For income investors, very few industries are as attractive as REITs. That’s because the Securities and Exchange Commission (SEC) has specified that these companies must distribute 90% of their taxable earnings to shareholders.

As far as the SEC is concerned, “taxable income” has a very specific meaning – namely, it refers to financial results explained through generally accepted accounting principles (GAAP). Real estate trusts determine their dividend payouts based on their cash flow statement rather than their earnings. Even REITs with negative GAAP earnings still pay dividends.

Although these types of payouts benefit income investors, some notable REITs such as PS Business Parks (PSB ) and Digital Realty Trust (DLR ) do not to follow the 90% rule.

In Spite of the 90% Rule, Why Do Some REITs Have Poor Payout Ratios? Find out here.
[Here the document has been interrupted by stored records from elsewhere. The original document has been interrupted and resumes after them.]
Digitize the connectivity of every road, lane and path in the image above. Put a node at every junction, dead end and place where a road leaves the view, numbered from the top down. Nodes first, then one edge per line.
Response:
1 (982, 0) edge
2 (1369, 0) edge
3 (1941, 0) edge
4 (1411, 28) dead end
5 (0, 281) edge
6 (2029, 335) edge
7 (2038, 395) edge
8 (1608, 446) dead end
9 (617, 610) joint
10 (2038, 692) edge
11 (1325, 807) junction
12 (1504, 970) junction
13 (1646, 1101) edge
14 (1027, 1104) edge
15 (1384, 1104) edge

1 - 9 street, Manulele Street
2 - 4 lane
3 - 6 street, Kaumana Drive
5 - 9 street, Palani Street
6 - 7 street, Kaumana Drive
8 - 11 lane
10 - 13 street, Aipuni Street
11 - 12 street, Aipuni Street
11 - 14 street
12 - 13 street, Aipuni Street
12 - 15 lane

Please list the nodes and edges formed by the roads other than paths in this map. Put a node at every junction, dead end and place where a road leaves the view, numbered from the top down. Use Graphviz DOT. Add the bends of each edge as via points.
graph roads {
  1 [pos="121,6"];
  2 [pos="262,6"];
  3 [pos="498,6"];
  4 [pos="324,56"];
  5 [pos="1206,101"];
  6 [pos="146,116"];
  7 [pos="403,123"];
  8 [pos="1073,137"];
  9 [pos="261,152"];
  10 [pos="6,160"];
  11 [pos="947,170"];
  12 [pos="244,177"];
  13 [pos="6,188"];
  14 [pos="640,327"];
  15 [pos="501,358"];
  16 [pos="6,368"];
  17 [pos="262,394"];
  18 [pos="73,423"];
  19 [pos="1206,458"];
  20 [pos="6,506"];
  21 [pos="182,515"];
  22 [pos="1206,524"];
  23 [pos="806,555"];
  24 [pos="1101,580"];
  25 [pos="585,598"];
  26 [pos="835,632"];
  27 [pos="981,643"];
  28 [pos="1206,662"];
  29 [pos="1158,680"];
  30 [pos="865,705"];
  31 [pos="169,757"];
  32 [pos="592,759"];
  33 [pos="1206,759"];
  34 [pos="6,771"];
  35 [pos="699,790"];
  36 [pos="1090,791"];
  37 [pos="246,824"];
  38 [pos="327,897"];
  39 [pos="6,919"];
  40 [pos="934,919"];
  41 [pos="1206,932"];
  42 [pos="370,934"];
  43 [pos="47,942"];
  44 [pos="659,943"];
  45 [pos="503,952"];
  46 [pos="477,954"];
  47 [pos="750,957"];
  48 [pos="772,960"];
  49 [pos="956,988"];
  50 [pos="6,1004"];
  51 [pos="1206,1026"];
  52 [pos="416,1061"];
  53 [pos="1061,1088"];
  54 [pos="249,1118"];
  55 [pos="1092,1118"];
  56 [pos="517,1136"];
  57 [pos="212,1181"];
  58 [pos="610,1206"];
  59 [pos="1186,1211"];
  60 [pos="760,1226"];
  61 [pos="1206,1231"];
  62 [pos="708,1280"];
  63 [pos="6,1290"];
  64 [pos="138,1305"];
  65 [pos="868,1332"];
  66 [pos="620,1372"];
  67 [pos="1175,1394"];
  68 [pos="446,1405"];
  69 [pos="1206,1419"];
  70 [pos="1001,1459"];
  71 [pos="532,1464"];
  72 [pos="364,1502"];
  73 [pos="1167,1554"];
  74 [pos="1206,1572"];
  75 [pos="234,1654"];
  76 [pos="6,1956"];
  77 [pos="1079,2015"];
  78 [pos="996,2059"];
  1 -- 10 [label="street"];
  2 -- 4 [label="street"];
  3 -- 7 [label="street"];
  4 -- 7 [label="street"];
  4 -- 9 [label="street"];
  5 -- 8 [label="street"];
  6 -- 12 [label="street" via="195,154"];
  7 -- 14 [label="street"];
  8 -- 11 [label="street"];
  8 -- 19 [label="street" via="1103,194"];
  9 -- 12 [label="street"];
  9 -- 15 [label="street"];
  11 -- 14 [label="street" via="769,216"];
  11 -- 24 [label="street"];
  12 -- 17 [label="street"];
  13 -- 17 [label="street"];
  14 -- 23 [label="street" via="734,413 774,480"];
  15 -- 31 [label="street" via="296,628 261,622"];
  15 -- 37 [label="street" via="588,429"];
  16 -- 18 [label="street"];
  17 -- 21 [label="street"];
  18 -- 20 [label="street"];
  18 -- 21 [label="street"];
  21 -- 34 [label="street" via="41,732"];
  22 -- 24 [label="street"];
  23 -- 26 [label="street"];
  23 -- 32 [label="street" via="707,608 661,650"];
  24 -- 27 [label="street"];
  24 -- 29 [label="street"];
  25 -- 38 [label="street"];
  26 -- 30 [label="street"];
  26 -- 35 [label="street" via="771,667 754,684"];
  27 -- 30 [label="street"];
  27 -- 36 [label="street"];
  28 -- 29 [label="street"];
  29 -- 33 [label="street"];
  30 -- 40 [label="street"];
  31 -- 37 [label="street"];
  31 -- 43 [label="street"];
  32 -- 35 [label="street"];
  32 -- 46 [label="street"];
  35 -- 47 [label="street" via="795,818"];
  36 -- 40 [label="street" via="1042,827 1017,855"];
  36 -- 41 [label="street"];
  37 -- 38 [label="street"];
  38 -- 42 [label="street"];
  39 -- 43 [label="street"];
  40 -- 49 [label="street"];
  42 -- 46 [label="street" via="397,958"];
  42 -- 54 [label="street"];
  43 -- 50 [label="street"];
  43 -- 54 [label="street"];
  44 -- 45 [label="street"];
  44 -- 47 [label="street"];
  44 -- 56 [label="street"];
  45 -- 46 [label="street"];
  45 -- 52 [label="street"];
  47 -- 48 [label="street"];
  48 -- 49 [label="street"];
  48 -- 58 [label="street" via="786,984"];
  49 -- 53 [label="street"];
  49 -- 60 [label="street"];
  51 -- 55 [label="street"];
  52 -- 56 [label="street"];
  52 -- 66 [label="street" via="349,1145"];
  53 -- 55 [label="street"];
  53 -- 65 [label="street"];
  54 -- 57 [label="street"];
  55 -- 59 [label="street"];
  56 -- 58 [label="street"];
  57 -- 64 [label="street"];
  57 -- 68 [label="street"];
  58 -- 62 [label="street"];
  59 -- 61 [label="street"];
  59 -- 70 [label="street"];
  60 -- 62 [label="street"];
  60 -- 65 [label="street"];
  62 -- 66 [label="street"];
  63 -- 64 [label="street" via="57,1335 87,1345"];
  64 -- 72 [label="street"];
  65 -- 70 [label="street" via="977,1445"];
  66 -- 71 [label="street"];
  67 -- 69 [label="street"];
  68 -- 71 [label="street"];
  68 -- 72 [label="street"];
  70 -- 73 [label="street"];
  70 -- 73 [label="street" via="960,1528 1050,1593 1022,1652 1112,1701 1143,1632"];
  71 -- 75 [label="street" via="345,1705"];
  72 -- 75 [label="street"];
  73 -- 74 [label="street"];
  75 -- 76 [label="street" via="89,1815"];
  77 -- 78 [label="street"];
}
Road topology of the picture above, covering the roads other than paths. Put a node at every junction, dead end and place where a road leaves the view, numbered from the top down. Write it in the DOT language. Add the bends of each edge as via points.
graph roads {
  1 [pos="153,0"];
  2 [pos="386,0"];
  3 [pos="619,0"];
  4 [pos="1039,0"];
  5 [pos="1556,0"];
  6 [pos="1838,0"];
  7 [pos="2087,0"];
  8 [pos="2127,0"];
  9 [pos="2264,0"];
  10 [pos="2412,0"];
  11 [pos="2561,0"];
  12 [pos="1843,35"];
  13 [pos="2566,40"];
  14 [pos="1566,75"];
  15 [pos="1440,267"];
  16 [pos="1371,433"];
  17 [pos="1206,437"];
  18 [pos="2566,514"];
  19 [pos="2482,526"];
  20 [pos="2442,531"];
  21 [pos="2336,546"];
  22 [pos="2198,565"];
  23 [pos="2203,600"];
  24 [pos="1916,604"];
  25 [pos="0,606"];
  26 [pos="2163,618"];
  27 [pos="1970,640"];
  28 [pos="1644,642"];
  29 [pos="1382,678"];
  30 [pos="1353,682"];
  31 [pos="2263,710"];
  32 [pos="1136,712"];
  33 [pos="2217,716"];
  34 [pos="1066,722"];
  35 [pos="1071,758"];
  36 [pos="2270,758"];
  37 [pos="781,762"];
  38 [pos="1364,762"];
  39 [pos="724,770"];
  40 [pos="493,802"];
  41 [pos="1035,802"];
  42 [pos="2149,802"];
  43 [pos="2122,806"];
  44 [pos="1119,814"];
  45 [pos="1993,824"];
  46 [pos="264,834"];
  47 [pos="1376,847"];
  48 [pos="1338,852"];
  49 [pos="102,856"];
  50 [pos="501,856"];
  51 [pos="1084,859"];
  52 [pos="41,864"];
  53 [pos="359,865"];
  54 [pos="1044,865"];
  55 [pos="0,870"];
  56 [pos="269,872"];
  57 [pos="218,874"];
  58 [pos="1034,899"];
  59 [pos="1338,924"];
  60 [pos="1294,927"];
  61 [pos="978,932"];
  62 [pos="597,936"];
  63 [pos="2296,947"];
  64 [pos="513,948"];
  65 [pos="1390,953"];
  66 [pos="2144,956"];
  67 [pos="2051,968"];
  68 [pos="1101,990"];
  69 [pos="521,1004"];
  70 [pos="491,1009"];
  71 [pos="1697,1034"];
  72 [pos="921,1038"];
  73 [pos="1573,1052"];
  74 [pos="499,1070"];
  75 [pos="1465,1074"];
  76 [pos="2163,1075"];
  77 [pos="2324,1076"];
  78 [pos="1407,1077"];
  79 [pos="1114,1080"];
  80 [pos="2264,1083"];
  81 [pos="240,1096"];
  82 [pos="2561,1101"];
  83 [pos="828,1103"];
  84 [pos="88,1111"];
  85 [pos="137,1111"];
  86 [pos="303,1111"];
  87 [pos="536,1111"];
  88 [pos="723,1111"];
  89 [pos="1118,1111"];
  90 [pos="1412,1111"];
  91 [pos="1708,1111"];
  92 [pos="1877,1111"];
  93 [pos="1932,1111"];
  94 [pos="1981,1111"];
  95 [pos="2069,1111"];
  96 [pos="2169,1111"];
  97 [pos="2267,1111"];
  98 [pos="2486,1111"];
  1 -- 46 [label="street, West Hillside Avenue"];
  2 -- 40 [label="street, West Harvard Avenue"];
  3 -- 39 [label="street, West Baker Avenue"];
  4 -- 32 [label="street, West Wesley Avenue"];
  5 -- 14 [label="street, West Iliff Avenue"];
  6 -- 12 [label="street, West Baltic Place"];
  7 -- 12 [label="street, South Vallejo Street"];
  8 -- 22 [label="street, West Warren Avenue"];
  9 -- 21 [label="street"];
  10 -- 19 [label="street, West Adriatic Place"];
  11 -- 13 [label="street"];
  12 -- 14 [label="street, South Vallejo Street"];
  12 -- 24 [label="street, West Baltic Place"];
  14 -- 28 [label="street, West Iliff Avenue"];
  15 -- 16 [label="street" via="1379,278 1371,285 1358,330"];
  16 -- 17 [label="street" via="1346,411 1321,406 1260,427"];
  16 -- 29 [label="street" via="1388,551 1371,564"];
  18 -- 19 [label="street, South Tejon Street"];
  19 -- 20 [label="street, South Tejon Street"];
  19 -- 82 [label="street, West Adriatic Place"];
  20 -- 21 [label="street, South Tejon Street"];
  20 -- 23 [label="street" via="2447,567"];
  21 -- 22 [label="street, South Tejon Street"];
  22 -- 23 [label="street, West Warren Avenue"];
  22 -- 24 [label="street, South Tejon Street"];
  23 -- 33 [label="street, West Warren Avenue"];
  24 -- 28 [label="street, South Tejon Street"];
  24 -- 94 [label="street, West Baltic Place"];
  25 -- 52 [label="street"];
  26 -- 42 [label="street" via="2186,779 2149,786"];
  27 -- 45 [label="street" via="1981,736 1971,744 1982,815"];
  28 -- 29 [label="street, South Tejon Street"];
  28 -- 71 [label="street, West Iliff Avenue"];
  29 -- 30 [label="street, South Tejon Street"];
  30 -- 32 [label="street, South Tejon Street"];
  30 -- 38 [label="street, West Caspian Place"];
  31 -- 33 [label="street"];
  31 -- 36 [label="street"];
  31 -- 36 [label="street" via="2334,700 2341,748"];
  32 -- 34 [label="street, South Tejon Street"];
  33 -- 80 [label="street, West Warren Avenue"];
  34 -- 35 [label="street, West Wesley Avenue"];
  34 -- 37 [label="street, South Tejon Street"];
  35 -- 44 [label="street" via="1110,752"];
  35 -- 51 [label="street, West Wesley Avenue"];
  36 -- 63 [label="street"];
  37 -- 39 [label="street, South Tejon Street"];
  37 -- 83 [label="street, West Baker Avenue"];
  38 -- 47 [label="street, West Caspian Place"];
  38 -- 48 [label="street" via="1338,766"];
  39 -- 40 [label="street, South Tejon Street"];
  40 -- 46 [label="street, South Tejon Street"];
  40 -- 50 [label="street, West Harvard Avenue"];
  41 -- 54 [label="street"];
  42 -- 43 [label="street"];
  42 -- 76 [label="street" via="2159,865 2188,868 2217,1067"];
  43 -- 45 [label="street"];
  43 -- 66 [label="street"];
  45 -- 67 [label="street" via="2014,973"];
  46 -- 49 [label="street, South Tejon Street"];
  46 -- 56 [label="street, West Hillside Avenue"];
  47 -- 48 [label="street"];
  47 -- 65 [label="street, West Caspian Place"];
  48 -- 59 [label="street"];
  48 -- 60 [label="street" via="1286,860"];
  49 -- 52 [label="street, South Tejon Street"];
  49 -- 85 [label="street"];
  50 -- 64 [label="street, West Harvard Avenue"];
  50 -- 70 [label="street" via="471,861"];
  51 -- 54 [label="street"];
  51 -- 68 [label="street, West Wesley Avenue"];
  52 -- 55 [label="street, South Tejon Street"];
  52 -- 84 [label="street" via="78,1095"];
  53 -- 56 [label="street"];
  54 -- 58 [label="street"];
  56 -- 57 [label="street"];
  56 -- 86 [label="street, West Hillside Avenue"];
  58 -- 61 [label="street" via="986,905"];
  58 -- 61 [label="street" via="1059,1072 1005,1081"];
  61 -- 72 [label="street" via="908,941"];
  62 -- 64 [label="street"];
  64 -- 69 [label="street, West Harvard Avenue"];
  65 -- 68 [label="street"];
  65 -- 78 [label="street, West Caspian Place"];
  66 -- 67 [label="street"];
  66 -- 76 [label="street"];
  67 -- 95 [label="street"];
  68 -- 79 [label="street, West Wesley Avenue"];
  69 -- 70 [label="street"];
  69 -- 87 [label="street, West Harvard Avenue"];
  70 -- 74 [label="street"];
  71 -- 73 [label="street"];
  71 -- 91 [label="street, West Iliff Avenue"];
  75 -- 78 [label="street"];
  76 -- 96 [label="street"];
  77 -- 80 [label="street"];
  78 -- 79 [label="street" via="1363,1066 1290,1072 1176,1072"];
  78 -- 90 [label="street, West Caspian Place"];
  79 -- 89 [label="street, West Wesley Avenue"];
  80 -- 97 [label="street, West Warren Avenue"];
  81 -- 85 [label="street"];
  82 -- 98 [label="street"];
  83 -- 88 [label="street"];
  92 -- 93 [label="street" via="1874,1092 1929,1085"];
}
Advantages and Disadvantages of Real Estate Dividend Stocks


For yield-seeking investors, real estate trusts offer both advantages and disadvantages. Below is a quick rundown of each.

Advantages

  • 90% Rule: Despite its issues, the 90% rule provides a strong value proposition for investing in real estate trusts. Either way you cut it, guaranteed payouts are almost always a good thing for dividend investors.
  • Higher Yields: Large payouts (again, see the 90% rule) usually lead to higher yields. A company’s yield is one of the biggest considerations for income investors.
  • Diversification: REITs are largely uncorrelated with stock prices, which means they are well positioned to outperform the market during cyclical downturns or recessions (provided that the real estate sector is not affected). REITs can also be used to diversify an existing real estate portfolio.
  • Liquidity: REITs are more liquid than physical ownership of real estate, which means they can be bought and sold hassle-free.

Disadvantages

  • Poor Performance: As we mentioned at the outset, the real estate sector has vastly under-performed other sectors during the bull market.
  • High Debt: High dividend payouts can be a double-edged sword. REITs with high payouts are usually required to take on more debt to expand property holdings.
  • Impact of Monetary Policy: Unlike other sectors, real estate is directly impacted by monetary policy. Rising interest rates, like in the current environment, have been known to hurt profitability.
  • Impact of Vacancy Rates: Despite offering diversification benefits, REITs are strongly influenced by the broader economy. As such, vacancy rates have a major impact on revenues.


The Bottom Line


Real estate investment trusts should be on the watch list of every yield-seeking investor. However, there’s often a price to be paid for higher payouts. It therefore makes sense to align REITs with your investment objectives rather than simply chase the higher yield.